===== THE DATA
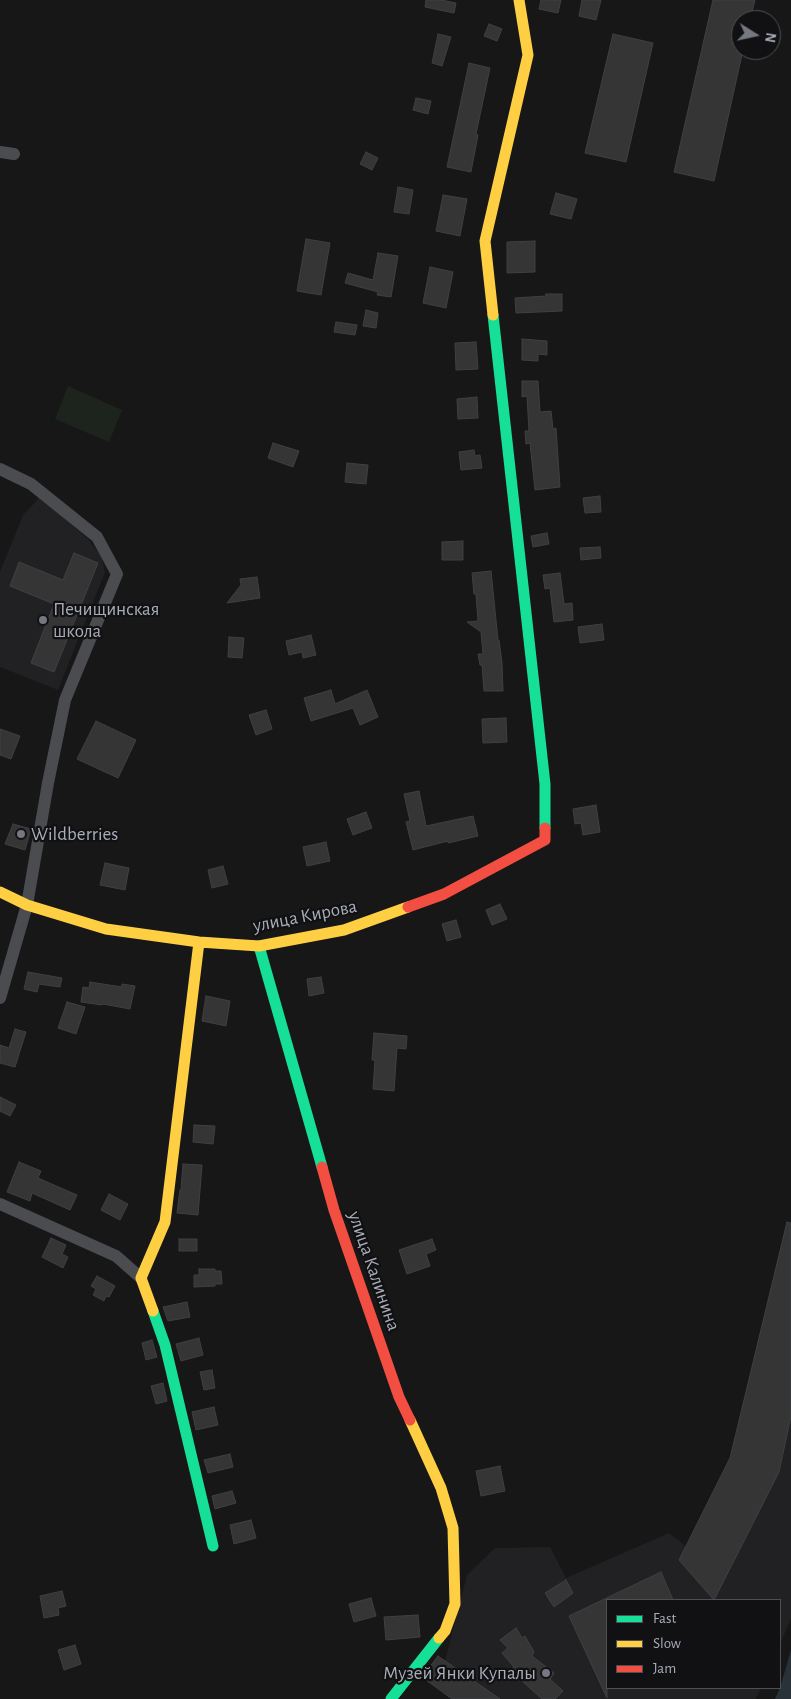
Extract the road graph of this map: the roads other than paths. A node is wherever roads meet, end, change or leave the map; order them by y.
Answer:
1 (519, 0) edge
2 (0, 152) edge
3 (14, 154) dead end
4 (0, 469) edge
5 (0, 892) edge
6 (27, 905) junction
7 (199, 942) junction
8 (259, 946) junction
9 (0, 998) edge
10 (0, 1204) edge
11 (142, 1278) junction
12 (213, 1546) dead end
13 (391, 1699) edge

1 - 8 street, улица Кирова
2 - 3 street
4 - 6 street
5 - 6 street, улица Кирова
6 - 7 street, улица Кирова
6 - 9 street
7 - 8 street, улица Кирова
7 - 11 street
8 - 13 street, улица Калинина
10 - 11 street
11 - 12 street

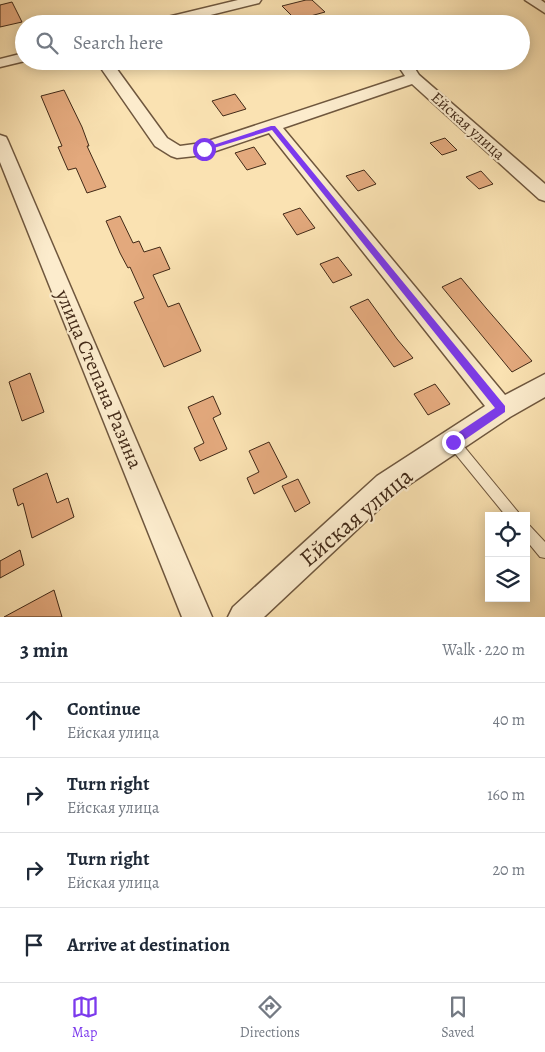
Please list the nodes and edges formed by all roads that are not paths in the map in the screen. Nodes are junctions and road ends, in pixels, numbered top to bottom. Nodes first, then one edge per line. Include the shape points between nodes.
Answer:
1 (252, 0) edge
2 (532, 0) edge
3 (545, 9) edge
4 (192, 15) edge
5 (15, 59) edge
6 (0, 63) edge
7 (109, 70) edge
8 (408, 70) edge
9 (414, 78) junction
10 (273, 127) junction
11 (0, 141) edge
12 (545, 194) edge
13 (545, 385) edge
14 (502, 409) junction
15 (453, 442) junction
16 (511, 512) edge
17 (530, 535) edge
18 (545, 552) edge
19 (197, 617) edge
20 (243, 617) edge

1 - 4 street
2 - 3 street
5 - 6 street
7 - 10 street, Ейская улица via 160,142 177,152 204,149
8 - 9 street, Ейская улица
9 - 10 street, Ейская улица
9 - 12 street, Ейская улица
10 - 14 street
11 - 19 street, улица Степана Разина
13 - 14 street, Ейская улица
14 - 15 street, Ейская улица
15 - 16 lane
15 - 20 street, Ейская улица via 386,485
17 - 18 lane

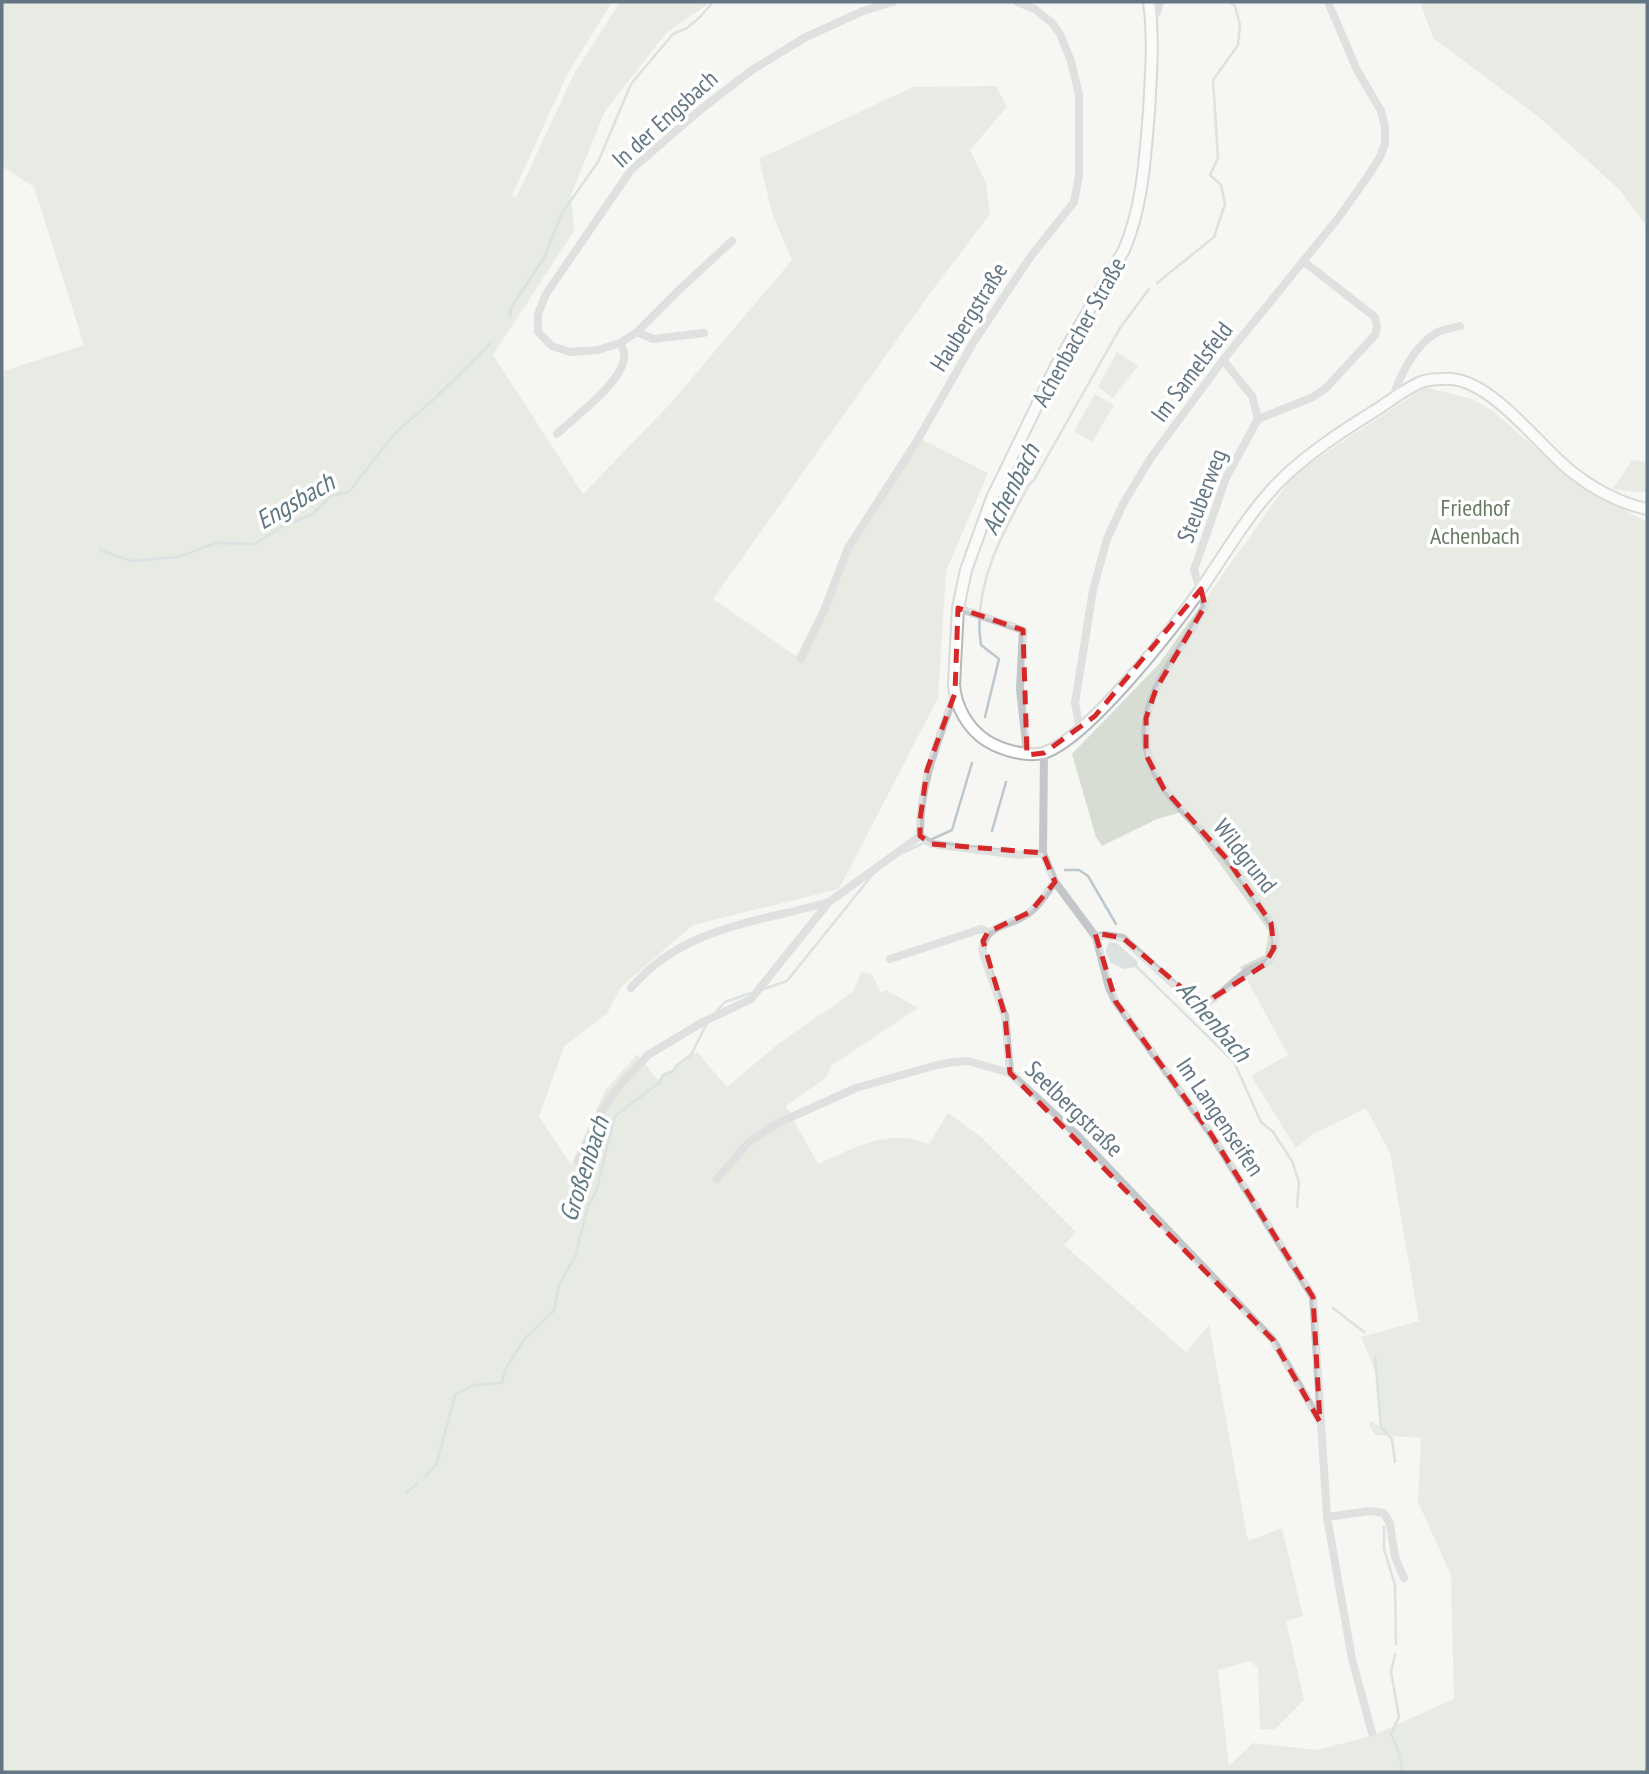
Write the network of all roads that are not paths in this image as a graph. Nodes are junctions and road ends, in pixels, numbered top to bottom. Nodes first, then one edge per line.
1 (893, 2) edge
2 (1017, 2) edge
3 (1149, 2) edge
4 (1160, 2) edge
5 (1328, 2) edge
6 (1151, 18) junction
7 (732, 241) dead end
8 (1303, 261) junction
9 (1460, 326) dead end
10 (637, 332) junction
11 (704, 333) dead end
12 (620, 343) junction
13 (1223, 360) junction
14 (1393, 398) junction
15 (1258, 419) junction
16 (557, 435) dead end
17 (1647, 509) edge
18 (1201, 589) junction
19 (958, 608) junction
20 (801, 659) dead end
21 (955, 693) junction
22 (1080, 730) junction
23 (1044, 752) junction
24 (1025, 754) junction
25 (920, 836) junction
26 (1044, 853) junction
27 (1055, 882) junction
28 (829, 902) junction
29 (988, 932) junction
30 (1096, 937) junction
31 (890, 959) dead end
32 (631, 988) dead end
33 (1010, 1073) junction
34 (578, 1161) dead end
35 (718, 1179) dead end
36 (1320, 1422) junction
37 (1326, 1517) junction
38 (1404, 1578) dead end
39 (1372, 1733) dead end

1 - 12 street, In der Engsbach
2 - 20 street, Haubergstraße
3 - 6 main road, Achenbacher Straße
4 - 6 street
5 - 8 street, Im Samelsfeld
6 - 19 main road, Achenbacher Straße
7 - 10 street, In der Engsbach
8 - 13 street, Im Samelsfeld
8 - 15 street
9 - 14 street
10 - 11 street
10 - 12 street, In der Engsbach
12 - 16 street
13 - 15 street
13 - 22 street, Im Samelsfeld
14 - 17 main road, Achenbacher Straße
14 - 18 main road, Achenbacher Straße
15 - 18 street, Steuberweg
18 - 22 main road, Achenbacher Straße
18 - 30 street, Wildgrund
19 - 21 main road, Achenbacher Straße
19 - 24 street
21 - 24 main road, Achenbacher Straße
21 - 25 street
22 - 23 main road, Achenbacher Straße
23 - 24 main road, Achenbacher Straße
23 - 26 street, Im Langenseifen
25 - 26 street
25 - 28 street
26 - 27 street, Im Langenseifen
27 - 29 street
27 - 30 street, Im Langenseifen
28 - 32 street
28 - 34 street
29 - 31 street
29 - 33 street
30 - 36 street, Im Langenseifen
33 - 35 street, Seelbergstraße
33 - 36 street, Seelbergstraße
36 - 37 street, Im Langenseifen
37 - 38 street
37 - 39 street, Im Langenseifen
==========
# [TASK ITEM]
Nothing but the pictures may be dropped; output the records above exactly.

# [RESPONSE TO THE EXERCISE]
Extract the road graph of this map: the roads other than paths. A node is wherever roads meet, end, change or leave the map; order them by y.
Answer:
1 (519, 0) edge
2 (0, 152) edge
3 (14, 154) dead end
4 (0, 469) edge
5 (0, 892) edge
6 (27, 905) junction
7 (199, 942) junction
8 (259, 946) junction
9 (0, 998) edge
10 (0, 1204) edge
11 (142, 1278) junction
12 (213, 1546) dead end
13 (391, 1699) edge

1 - 8 street, улица Кирова
2 - 3 street
4 - 6 street
5 - 6 street, улица Кирова
6 - 7 street, улица Кирова
6 - 9 street
7 - 8 street, улица Кирова
7 - 11 street
8 - 13 street, улица Калинина
10 - 11 street
11 - 12 street

Please list the nodes and edges formed by all roads that are not paths in the map in the screen. Nodes are junctions and road ends, in pixels, numbered top to bottom. Nodes first, then one edge per line. Include the shape points between nodes.
Answer:
1 (252, 0) edge
2 (532, 0) edge
3 (545, 9) edge
4 (192, 15) edge
5 (15, 59) edge
6 (0, 63) edge
7 (109, 70) edge
8 (408, 70) edge
9 (414, 78) junction
10 (273, 127) junction
11 (0, 141) edge
12 (545, 194) edge
13 (545, 385) edge
14 (502, 409) junction
15 (453, 442) junction
16 (511, 512) edge
17 (530, 535) edge
18 (545, 552) edge
19 (197, 617) edge
20 (243, 617) edge

1 - 4 street
2 - 3 street
5 - 6 street
7 - 10 street, Ейская улица via 160,142 177,152 204,149
8 - 9 street, Ейская улица
9 - 10 street, Ейская улица
9 - 12 street, Ейская улица
10 - 14 street
11 - 19 street, улица Степана Разина
13 - 14 street, Ейская улица
14 - 15 street, Ейская улица
15 - 16 lane
15 - 20 street, Ейская улица via 386,485
17 - 18 lane

Write the network of all roads that are not paths in this image as a graph. Nodes are junctions and road ends, in pixels, numbered top to bottom. Nodes first, then one edge per line.
1 (893, 2) edge
2 (1017, 2) edge
3 (1149, 2) edge
4 (1160, 2) edge
5 (1328, 2) edge
6 (1151, 18) junction
7 (732, 241) dead end
8 (1303, 261) junction
9 (1460, 326) dead end
10 (637, 332) junction
11 (704, 333) dead end
12 (620, 343) junction
13 (1223, 360) junction
14 (1393, 398) junction
15 (1258, 419) junction
16 (557, 435) dead end
17 (1647, 509) edge
18 (1201, 589) junction
19 (958, 608) junction
20 (801, 659) dead end
21 (955, 693) junction
22 (1080, 730) junction
23 (1044, 752) junction
24 (1025, 754) junction
25 (920, 836) junction
26 (1044, 853) junction
27 (1055, 882) junction
28 (829, 902) junction
29 (988, 932) junction
30 (1096, 937) junction
31 (890, 959) dead end
32 (631, 988) dead end
33 (1010, 1073) junction
34 (578, 1161) dead end
35 (718, 1179) dead end
36 (1320, 1422) junction
37 (1326, 1517) junction
38 (1404, 1578) dead end
39 (1372, 1733) dead end

1 - 12 street, In der Engsbach
2 - 20 street, Haubergstraße
3 - 6 main road, Achenbacher Straße
4 - 6 street
5 - 8 street, Im Samelsfeld
6 - 19 main road, Achenbacher Straße
7 - 10 street, In der Engsbach
8 - 13 street, Im Samelsfeld
8 - 15 street
9 - 14 street
10 - 11 street
10 - 12 street, In der Engsbach
12 - 16 street
13 - 15 street
13 - 22 street, Im Samelsfeld
14 - 17 main road, Achenbacher Straße
14 - 18 main road, Achenbacher Straße
15 - 18 street, Steuberweg
18 - 22 main road, Achenbacher Straße
18 - 30 street, Wildgrund
19 - 21 main road, Achenbacher Straße
19 - 24 street
21 - 24 main road, Achenbacher Straße
21 - 25 street
22 - 23 main road, Achenbacher Straße
23 - 24 main road, Achenbacher Straße
23 - 26 street, Im Langenseifen
25 - 26 street
25 - 28 street
26 - 27 street, Im Langenseifen
27 - 29 street
27 - 30 street, Im Langenseifen
28 - 32 street
28 - 34 street
29 - 31 street
29 - 33 street
30 - 36 street, Im Langenseifen
33 - 35 street, Seelbergstraße
33 - 36 street, Seelbergstraße
36 - 37 street, Im Langenseifen
37 - 38 street
37 - 39 street, Im Langenseifen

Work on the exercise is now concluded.